In theory if the tree "snaps" these wires, bell will simply come back out and restring it. Its not negligence on their part, its negligence on whoever owns the tree's part...so I think you're trying to point the finger at bell when infact you need to point the finger at the homeowner who has decided that maintenance of his /her property isn't important....

You are right - the homeowner should be the one responsible for maintaining the tree in this case as it is in their back yard, and thus not a city tree.

Still, I would hope for a more proactive response from Bell, but I guess they have their reasons. Someone, somewhere in Bell probably calculated it costs them less to fix broken lines than trim branches before the damage occurs.

The whole conversation about if Bell has the right to do it though is separate, and in my view they absolutely do have that right if they choose to leverage it.

Clearly though Bell has decided to cede responsibility to the home owner. Sucks for the rest of us though to have to rely on the whim of whoever lives down the block from you for reliable services...

Well, that'd be convenient for the homeowner, ceede their responsibility to Bell/Cable co to take care of their property?

Here's what will happen if anything, the company won't trim the branches, they will simply restring their lines....

And you're right, its cheaper to fix their equipment vs. having tree trimming person come out...that's why the city does it for the city trees and that's why having trees on your property isn't a free lunch...or at least ones that can encumber aerial equipment.

They wouldn't do it though....and the homeowner is free to treat their trees as they see fit, perhaps look through your local bylaws to have bylaw enforcement take a look at it if possible?


DS256
Premium
join:2003-10-25
Markham, ON
reply to ssherwood

Interesting thread.

I had a similar experience in cottage country in Muskoka. I notice a tree straining against a major bell line (not just a home line) along the road. The cable was the only thing holding the tree up.

Call Bell. They didn't know who to inform. Email a buddy who works for Bell. He didn't know who handled it.

So, I guess they respond to outages but not prevention.


InvalidError

join:2008-02-03
kudos:5

said by DS256:

So, I guess they respond to outages but not prevention.

Probably because repairs are covered by Bell's insurance while prevention which is the land owner's responsibility is not.

HeadSpinning
MNSi Internet

join:2005-05-29
Windsor, ON
kudos:5

said by InvalidError:

said by DS256:

So, I guess they respond to outages but not prevention.

Probably because repairs are covered by Bell's insurance while prevention which is the land owner's responsibility is not.

Bell self insures for anything that small, so I doubt that.
--
MNSi Internet - »www.mnsi.net

InvalidError

join:2008-02-03
kudos:5

said by HeadSpinning:

Bell self insures for anything that small, so I doubt that.

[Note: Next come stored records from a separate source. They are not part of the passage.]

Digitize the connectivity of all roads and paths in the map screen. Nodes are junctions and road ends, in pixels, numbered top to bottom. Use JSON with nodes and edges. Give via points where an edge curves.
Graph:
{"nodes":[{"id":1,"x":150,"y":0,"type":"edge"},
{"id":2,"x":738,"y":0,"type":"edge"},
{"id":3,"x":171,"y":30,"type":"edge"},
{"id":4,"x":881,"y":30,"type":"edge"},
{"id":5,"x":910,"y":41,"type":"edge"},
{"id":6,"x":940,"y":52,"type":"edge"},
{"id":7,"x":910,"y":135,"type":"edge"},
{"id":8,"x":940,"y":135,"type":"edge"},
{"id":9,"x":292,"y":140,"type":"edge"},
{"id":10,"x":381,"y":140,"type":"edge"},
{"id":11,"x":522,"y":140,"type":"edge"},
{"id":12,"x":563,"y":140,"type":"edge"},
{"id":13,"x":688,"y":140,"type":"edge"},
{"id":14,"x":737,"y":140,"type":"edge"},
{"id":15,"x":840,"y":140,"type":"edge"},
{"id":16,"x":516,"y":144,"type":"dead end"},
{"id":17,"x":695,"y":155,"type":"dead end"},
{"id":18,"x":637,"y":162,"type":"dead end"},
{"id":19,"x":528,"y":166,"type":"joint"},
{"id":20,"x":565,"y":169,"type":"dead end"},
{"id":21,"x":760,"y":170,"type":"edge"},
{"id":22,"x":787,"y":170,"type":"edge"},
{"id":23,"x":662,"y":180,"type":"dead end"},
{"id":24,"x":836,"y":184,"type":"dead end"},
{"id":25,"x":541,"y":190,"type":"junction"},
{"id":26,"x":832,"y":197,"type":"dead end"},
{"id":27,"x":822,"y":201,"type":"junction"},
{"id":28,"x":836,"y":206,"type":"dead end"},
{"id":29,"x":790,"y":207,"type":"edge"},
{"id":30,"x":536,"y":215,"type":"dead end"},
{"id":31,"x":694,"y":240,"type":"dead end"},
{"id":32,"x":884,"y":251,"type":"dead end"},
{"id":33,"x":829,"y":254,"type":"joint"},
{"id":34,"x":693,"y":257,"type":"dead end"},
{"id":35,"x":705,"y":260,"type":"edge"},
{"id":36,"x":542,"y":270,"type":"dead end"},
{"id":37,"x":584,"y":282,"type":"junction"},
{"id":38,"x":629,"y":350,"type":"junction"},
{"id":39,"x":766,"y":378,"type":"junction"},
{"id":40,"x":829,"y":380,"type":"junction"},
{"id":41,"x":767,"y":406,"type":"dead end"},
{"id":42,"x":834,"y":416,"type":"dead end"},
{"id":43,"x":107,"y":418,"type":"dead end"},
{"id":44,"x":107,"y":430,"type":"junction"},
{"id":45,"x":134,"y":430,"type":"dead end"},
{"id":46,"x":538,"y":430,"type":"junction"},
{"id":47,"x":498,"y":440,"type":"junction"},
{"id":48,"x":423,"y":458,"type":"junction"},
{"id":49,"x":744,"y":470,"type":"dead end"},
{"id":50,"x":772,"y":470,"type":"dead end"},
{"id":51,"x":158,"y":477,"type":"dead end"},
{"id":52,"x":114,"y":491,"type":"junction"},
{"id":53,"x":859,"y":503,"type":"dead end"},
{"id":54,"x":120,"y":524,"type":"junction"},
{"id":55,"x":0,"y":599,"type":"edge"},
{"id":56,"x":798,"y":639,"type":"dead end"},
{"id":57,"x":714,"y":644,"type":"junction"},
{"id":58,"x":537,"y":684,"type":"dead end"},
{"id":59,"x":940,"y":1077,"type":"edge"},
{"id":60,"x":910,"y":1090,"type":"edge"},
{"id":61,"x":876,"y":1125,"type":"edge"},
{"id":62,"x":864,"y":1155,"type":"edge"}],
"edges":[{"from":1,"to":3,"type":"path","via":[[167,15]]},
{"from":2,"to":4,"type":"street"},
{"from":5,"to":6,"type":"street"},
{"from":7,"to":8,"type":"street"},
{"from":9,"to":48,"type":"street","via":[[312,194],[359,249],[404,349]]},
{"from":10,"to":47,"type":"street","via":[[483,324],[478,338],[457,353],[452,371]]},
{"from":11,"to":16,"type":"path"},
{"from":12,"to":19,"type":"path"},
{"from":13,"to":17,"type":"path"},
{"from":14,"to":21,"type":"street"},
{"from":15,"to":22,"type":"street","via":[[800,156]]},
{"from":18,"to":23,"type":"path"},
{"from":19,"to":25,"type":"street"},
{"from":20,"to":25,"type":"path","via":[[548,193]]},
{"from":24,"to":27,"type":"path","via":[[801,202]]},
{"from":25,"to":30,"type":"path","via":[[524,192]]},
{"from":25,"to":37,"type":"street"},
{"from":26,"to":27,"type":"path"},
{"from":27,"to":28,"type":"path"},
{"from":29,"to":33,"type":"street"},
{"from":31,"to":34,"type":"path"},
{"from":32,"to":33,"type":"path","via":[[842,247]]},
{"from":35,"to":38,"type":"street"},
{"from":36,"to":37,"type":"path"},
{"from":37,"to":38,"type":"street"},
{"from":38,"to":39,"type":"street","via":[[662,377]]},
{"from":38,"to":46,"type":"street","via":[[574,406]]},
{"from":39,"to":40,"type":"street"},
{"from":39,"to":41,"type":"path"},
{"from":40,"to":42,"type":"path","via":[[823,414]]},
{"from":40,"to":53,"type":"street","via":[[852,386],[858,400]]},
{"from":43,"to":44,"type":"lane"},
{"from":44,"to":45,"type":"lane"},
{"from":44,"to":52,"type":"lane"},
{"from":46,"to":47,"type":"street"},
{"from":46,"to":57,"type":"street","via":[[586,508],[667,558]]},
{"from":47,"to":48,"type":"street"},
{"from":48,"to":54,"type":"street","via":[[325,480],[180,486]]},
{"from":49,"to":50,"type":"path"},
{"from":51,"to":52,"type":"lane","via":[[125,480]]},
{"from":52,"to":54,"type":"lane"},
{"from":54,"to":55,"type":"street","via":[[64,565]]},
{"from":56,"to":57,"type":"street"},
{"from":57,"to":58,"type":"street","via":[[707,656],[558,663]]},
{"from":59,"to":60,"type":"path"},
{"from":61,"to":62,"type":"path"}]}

And I bet part of that self-insurance include staff dedicated to contacting the land owner's insurance to file claims against the owner's insurance just like an external insurer would.

HeadSpinning
MNSi Internet

join:2005-05-29
Windsor, ON
kudos:5

said by InvalidError:

said by HeadSpinning:

Bell self insures for anything that small, so I doubt that.

And I bet part of that self-insurance include staff dedicated to contacting the land owner's insurance to file claims against the owner's insurance just like an external insurer would.

No. They contract that out to Claimspro. They don't use their own staff.